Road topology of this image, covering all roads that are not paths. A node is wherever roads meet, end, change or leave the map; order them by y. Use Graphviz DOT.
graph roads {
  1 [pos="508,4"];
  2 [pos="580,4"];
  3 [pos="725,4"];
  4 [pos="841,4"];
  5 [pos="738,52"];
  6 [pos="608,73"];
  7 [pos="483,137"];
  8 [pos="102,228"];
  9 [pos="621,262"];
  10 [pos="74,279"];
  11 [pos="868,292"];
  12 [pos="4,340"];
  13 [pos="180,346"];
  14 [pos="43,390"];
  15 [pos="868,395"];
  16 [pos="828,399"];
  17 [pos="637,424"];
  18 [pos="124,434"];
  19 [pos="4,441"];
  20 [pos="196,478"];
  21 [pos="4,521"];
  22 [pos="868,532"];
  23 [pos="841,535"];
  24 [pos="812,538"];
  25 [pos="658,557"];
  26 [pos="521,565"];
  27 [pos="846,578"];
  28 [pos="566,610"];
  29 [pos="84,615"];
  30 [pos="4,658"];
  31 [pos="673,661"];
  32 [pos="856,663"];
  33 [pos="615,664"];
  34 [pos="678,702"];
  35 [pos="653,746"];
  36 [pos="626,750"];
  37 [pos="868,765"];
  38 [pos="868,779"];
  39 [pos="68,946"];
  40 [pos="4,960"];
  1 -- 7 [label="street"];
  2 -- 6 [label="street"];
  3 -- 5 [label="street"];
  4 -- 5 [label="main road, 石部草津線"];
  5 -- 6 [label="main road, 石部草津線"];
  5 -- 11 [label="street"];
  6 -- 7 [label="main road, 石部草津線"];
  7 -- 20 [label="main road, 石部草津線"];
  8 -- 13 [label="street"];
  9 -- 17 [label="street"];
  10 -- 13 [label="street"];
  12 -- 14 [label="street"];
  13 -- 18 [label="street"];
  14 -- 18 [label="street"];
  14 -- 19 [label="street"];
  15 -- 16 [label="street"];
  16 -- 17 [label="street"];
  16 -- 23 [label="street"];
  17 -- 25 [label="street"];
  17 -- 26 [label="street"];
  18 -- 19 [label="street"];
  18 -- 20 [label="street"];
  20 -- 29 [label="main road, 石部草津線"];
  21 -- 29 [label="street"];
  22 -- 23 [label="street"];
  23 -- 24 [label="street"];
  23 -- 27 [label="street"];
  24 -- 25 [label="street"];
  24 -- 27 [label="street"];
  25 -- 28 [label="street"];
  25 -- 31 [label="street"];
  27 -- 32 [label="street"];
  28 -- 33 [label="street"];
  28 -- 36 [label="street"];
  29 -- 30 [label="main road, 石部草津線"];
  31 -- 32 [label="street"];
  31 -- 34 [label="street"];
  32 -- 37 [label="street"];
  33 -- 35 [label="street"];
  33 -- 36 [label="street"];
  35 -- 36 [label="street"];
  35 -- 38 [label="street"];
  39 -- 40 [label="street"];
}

→ **Instructions for the task**
Wherever a line in the data above holds the word "roads", copy that line.

→ **Exercise result**
Road topology of this image, covering all roads that are not paths. A node is wherever roads meet, end, change or leave the map; order them by y. Use Graphviz DOT.
graph roads {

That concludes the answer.